Set down the entries again word for word, without any of the images.

Start of Provided data

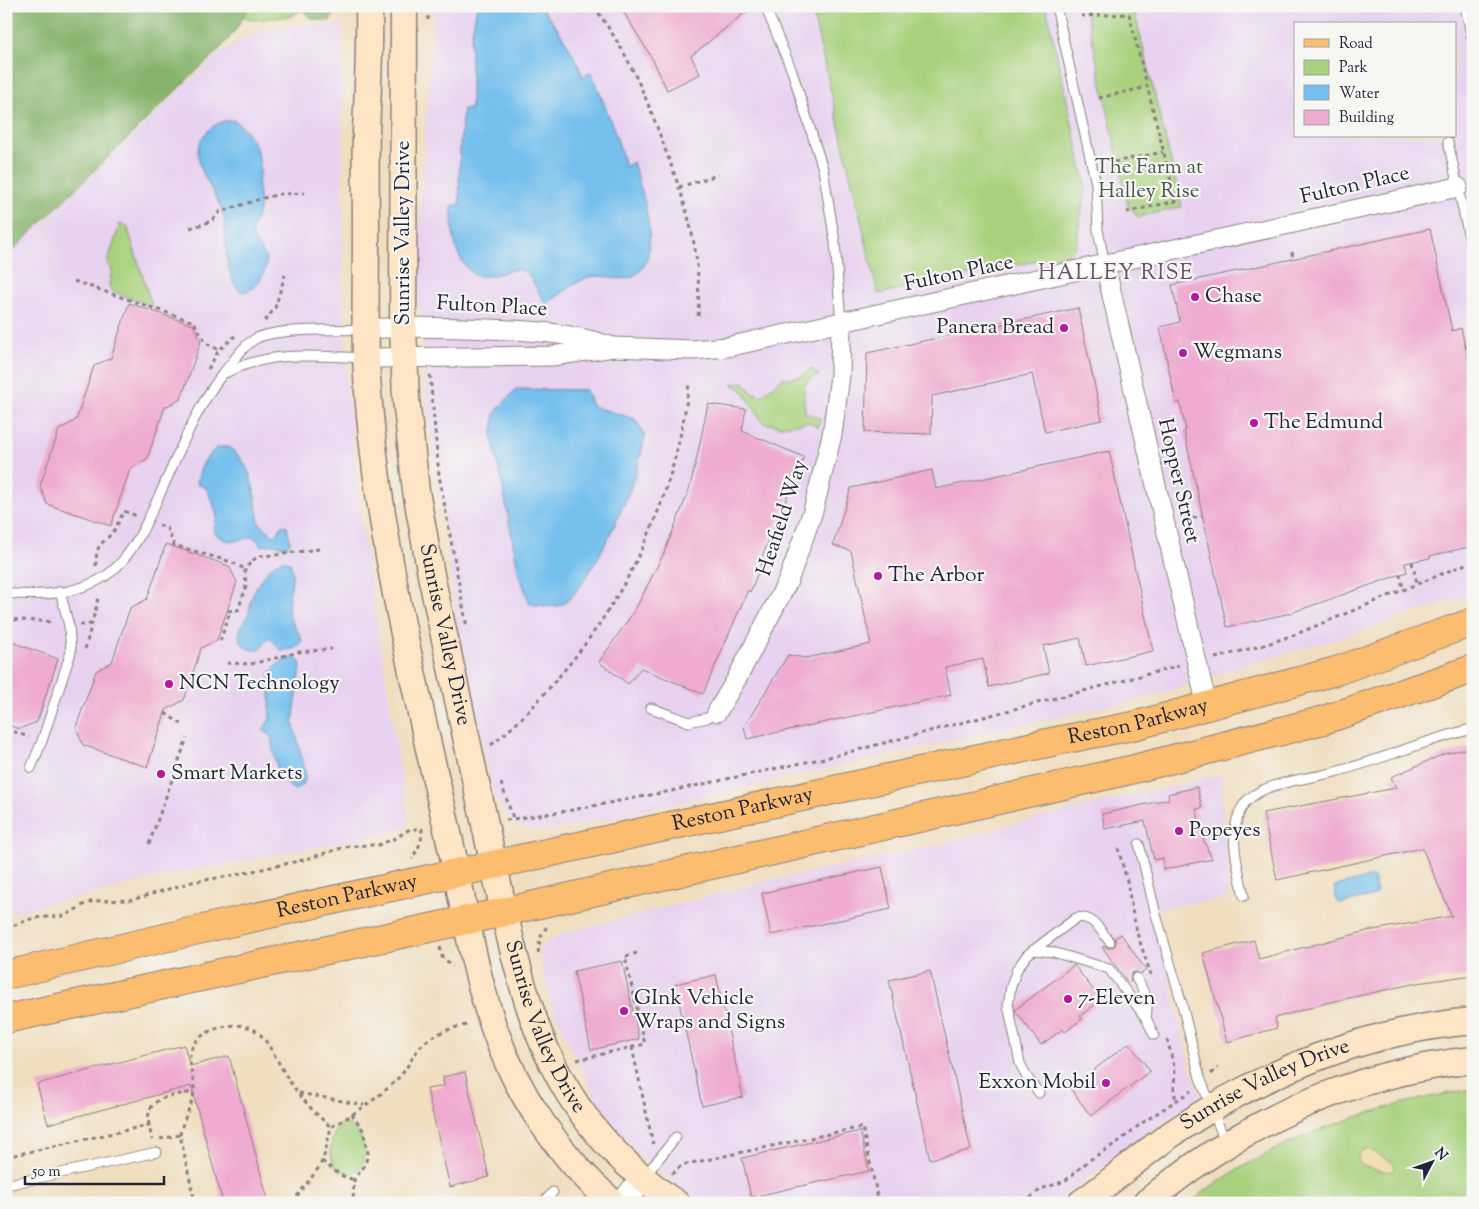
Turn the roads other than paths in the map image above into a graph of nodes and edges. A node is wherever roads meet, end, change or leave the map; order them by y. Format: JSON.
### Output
{"nodes":[{"id":1,"x":369,"y":6,"type":"edge"},
{"id":2,"x":404,"y":6,"type":"edge"},
{"id":3,"x":765,"y":6,"type":"edge"},
{"id":4,"x":1056,"y":6,"type":"edge"},
{"id":5,"x":1465,"y":6,"type":"edge"},
{"id":6,"x":1473,"y":43,"type":"edge"},
{"id":7,"x":1448,"y":142,"type":"dead end"},
{"id":8,"x":1458,"y":187,"type":"junction"},
{"id":9,"x":1473,"y":255,"type":"edge"},
{"id":10,"x":1105,"y":265,"type":"junction"},
{"id":11,"x":841,"y":323,"type":"junction"},
{"id":12,"x":403,"y":327,"type":"junction"},
{"id":13,"x":366,"y":329,"type":"junction"},
{"id":14,"x":614,"y":347,"type":"junction"},
{"id":15,"x":366,"y":358,"type":"junction"},
{"id":16,"x":404,"y":358,"type":"junction"},
{"id":17,"x":223,"y":374,"type":"junction"},
{"id":18,"x":60,"y":591,"type":"junction"},
{"id":19,"x":6,"y":593,"type":"edge"},
{"id":20,"x":1473,"y":622,"type":"edge"},
{"id":21,"x":1473,"y":670,"type":"edge"},
{"id":22,"x":1207,"y":706,"type":"junction"},
{"id":23,"x":651,"y":708,"type":"dead end"},
{"id":24,"x":718,"y":712,"type":"joint"},
{"id":25,"x":1473,"y":729,"type":"edge"},
{"id":26,"x":31,"y":768,"type":"dead end"},
{"id":27,"x":1139,"y":844,"type":"dead end"},
{"id":28,"x":494,"y":864,"type":"junction"},
{"id":29,"x":457,"y":874,"type":"junction"},
{"id":30,"x":1244,"y":896,"type":"dead end"},
{"id":31,"x":504,"y":912,"type":"junction"},
{"id":32,"x":466,"y":919,"type":"junction"},
{"id":33,"x":1110,"y":942,"type":"dead end"},
{"id":34,"x":1033,"y":950,"type":"junction"},
{"id":35,"x":6,"y":975,"type":"edge"},
{"id":36,"x":1136,"y":978,"type":"dead end"},
{"id":37,"x":1146,"y":1018,"type":"junction"},
{"id":38,"x":6,"y":1019,"type":"edge"},
{"id":39,"x":1473,"y":1020,"type":"edge"},
{"id":40,"x":1154,"y":1035,"type":"dead end"},
{"id":41,"x":1473,"y":1060,"type":"edge"},
{"id":42,"x":1039,"y":1093,"type":"dead end"},
{"id":43,"x":1212,"y":1108,"type":"junction"},
{"id":44,"x":676,"y":1136,"type":"dead end"},
{"id":45,"x":1226,"y":1144,"type":"junction"},
{"id":46,"x":157,"y":1152,"type":"dead end"},
{"id":47,"x":656,"y":1178,"type":"junction"},
{"id":48,"x":6,"y":1185,"type":"edge"},
{"id":49,"x":553,"y":1192,"type":"dead end"},
{"id":50,"x":543,"y":1203,"type":"edge"},
{"id":51,"x":613,"y":1203,"type":"edge"},
{"id":52,"x":623,"y":1203,"type":"edge"},
{"id":53,"x":676,"y":1203,"type":"edge"},
{"id":54,"x":1082,"y":1203,"type":"edge"},
{"id":55,"x":1146,"y":1203,"type":"edge"}],
"edges":[{"from":1,"to":13,"type":"main road","name":"Sunrise Valley Drive"},
{"from":2,"to":12,"type":"main road","name":"Sunrise Valley Drive"},
{"from":3,"to":11,"type":"lane"},
{"from":4,"to":10,"type":"lane"},
{"from":5,"to":6,"type":"lane"},
{"from":7,"to":8,"type":"lane"},
{"from":8,"to":9,"type":"lane"},
{"from":8,"to":10,"type":"street","name":"Fulton Place"},
{"from":10,"to":11,"type":"street","name":"Fulton Place"},
{"from":10,"to":22,"type":"street","name":"Hopper Street"},
{"from":11,"to":14,"type":"street","name":"Fulton Place"},
{"from":11,"to":24,"type":"street","name":"Heafield Way"},
{"from":12,"to":13,"type":"street","name":"Fulton Place"},
{"from":12,"to":14,"type":"street","name":"Fulton Place"},
{"from":12,"to":16,"type":"main road","name":"Sunrise Valley Drive"},
{"from":13,"to":15,"type":"main road","name":"Sunrise Valley Drive"},
{"from":13,"to":17,"type":"lane"},
{"from":14,"to":16,"type":"street","name":"Fulton Place"},
{"from":15,"to":16,"type":"street","name":"Fulton Place"},
{"from":15,"to":17,"type":"lane"},
{"from":15,"to":29,"type":"main road","name":"Sunrise Valley Drive"},
{"from":16,"to":28,"type":"main road","name":"Sunrise Valley Drive"},
{"from":17,"to":18,"type":"lane"},
{"from":18,"to":19,"type":"lane"},
{"from":18,"to":26,"type":"lane"},
{"from":20,"to":22,"type":"main road","name":"Reston Parkway"},
{"from":21,"to":31,"type":"main road","name":"Reston Parkway"},
{"from":22,"to":28,"type":"main road","name":"Reston Parkway"},
{"from":23,"to":24,"type":"lane"},
{"from":25,"to":30,"type":"lane"},
{"from":27,"to":43,"type":"lane"},
{"from":28,"to":29,"type":"main road","name":"Reston Parkway"},
{"from":28,"to":31,"type":"main road","name":"Sunrise Valley Drive"},
{"from":29,"to":32,"type":"main road","name":"Sunrise Valley Drive"},
{"from":29,"to":35,"type":"main road","name":"Reston Parkway"},
{"from":31,"to":32,"type":"main road","name":"Reston Parkway"},
{"from":31,"to":47,"type":"main road","name":"Sunrise Valley Drive"},
{"from":32,"to":38,"type":"main road","name":"Reston Parkway"},
{"from":32,"to":51,"type":"main road","name":"Sunrise Valley Drive"},
{"from":33,"to":34,"type":"lane"},
{"from":34,"to":37,"type":"lane"},
{"from":34,"to":42,"type":"lane"},
{"from":36,"to":37,"type":"lane"},
{"from":37,"to":40,"type":"lane"},
{"from":39,"to":43,"type":"main road","name":"Sunrise Valley Drive"},
{"from":41,"to":45,"type":"main road","name":"Sunrise Valley Drive"},
{"from":43,"to":45,"type":"lane"},
{"from":43,"to":54,"type":"main road","name":"Sunrise Valley Drive"},
{"from":44,"to":47,"type":"lane"},
{"from":45,"to":55,"type":"main road","name":"Sunrise Valley Drive"},
{"from":46,"to":48,"type":"lane"},
{"from":47,"to":52,"type":"street"},
{"from":47,"to":53,"type":"main road","name":"Sunrise Valley Drive"},
{"from":49,"to":50,"type":"lane"}]}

End of Provided data

▶ **Exercise answer**:
Turn the roads other than paths in the map image above into a graph of nodes and edges. A node is wherever roads meet, end, change or leave the map; order them by y. Format: JSON.
### Output
{"nodes":[{"id":1,"x":369,"y":6,"type":"edge"},
{"id":2,"x":404,"y":6,"type":"edge"},
{"id":3,"x":765,"y":6,"type":"edge"},
{"id":4,"x":1056,"y":6,"type":"edge"},
{"id":5,"x":1465,"y":6,"type":"edge"},
{"id":6,"x":1473,"y":43,"type":"edge"},
{"id":7,"x":1448,"y":142,"type":"dead end"},
{"id":8,"x":1458,"y":187,"type":"junction"},
{"id":9,"x":1473,"y":255,"type":"edge"},
{"id":10,"x":1105,"y":265,"type":"junction"},
{"id":11,"x":841,"y":323,"type":"junction"},
{"id":12,"x":403,"y":327,"type":"junction"},
{"id":13,"x":366,"y":329,"type":"junction"},
{"id":14,"x":614,"y":347,"type":"junction"},
{"id":15,"x":366,"y":358,"type":"junction"},
{"id":16,"x":404,"y":358,"type":"junction"},
{"id":17,"x":223,"y":374,"type":"junction"},
{"id":18,"x":60,"y":591,"type":"junction"},
{"id":19,"x":6,"y":593,"type":"edge"},
{"id":20,"x":1473,"y":622,"type":"edge"},
{"id":21,"x":1473,"y":670,"type":"edge"},
{"id":22,"x":1207,"y":706,"type":"junction"},
{"id":23,"x":651,"y":708,"type":"dead end"},
{"id":24,"x":718,"y":712,"type":"joint"},
{"id":25,"x":1473,"y":729,"type":"edge"},
{"id":26,"x":31,"y":768,"type":"dead end"},
{"id":27,"x":1139,"y":844,"type":"dead end"},
{"id":28,"x":494,"y":864,"type":"junction"},
{"id":29,"x":457,"y":874,"type":"junction"},
{"id":30,"x":1244,"y":896,"type":"dead end"},
{"id":31,"x":504,"y":912,"type":"junction"},
{"id":32,"x":466,"y":919,"type":"junction"},
{"id":33,"x":1110,"y":942,"type":"dead end"},
{"id":34,"x":1033,"y":950,"type":"junction"},
{"id":35,"x":6,"y":975,"type":"edge"},
{"id":36,"x":1136,"y":978,"type":"dead end"},
{"id":37,"x":1146,"y":1018,"type":"junction"},
{"id":38,"x":6,"y":1019,"type":"edge"},
{"id":39,"x":1473,"y":1020,"type":"edge"},
{"id":40,"x":1154,"y":1035,"type":"dead end"},
{"id":41,"x":1473,"y":1060,"type":"edge"},
{"id":42,"x":1039,"y":1093,"type":"dead end"},
{"id":43,"x":1212,"y":1108,"type":"junction"},
{"id":44,"x":676,"y":1136,"type":"dead end"},
{"id":45,"x":1226,"y":1144,"type":"junction"},
{"id":46,"x":157,"y":1152,"type":"dead end"},
{"id":47,"x":656,"y":1178,"type":"junction"},
{"id":48,"x":6,"y":1185,"type":"edge"},
{"id":49,"x":553,"y":1192,"type":"dead end"},
{"id":50,"x":543,"y":1203,"type":"edge"},
{"id":51,"x":613,"y":1203,"type":"edge"},
{"id":52,"x":623,"y":1203,"type":"edge"},
{"id":53,"x":676,"y":1203,"type":"edge"},
{"id":54,"x":1082,"y":1203,"type":"edge"},
{"id":55,"x":1146,"y":1203,"type":"edge"}],
"edges":[{"from":1,"to":13,"type":"main road","name":"Sunrise Valley Drive"},
{"from":2,"to":12,"type":"main road","name":"Sunrise Valley Drive"},
{"from":3,"to":11,"type":"lane"},
{"from":4,"to":10,"type":"lane"},
{"from":5,"to":6,"type":"lane"},
{"from":7,"to":8,"type":"lane"},
{"from":8,"to":9,"type":"lane"},
{"from":8,"to":10,"type":"street","name":"Fulton Place"},
{"from":10,"to":11,"type":"street","name":"Fulton Place"},
{"from":10,"to":22,"type":"street","name":"Hopper Street"},
{"from":11,"to":14,"type":"street","name":"Fulton Place"},
{"from":11,"to":24,"type":"street","name":"Heafield Way"},
{"from":12,"to":13,"type":"street","name":"Fulton Place"},
{"from":12,"to":14,"type":"street","name":"Fulton Place"},
{"from":12,"to":16,"type":"main road","name":"Sunrise Valley Drive"},
{"from":13,"to":15,"type":"main road","name":"Sunrise Valley Drive"},
{"from":13,"to":17,"type":"lane"},
{"from":14,"to":16,"type":"street","name":"Fulton Place"},
{"from":15,"to":16,"type":"street","name":"Fulton Place"},
{"from":15,"to":17,"type":"lane"},
{"from":15,"to":29,"type":"main road","name":"Sunrise Valley Drive"},
{"from":16,"to":28,"type":"main road","name":"Sunrise Valley Drive"},
{"from":17,"to":18,"type":"lane"},
{"from":18,"to":19,"type":"lane"},
{"from":18,"to":26,"type":"lane"},
{"from":20,"to":22,"type":"main road","name":"Reston Parkway"},
{"from":21,"to":31,"type":"main road","name":"Reston Parkway"},
{"from":22,"to":28,"type":"main road","name":"Reston Parkway"},
{"from":23,"to":24,"type":"lane"},
{"from":25,"to":30,"type":"lane"},
{"from":27,"to":43,"type":"lane"},
{"from":28,"to":29,"type":"main road","name":"Reston Parkway"},
{"from":28,"to":31,"type":"main road","name":"Sunrise Valley Drive"},
{"from":29,"to":32,"type":"main road","name":"Sunrise Valley Drive"},
{"from":29,"to":35,"type":"main road","name":"Reston Parkway"},
{"from":31,"to":32,"type":"main road","name":"Reston Parkway"},
{"from":31,"to":47,"type":"main road","name":"Sunrise Valley Drive"},
{"from":32,"to":38,"type":"main road","name":"Reston Parkway"},
{"from":32,"to":51,"type":"main road","name":"Sunrise Valley Drive"},
{"from":33,"to":34,"type":"lane"},
{"from":34,"to":37,"type":"lane"},
{"from":34,"to":42,"type":"lane"},
{"from":36,"to":37,"type":"lane"},
{"from":37,"to":40,"type":"lane"},
{"from":39,"to":43,"type":"main road","name":"Sunrise Valley Drive"},
{"from":41,"to":45,"type":"main road","name":"Sunrise Valley Drive"},
{"from":43,"to":45,"type":"lane"},
{"from":43,"to":54,"type":"main road","name":"Sunrise Valley Drive"},
{"from":44,"to":47,"type":"lane"},
{"from":45,"to":55,"type":"main road","name":"Sunrise Valley Drive"},
{"from":46,"to":48,"type":"lane"},
{"from":47,"to":52,"type":"street"},
{"from":47,"to":53,"type":"main road","name":"Sunrise Valley Drive"},
{"from":49,"to":50,"type":"lane"}]}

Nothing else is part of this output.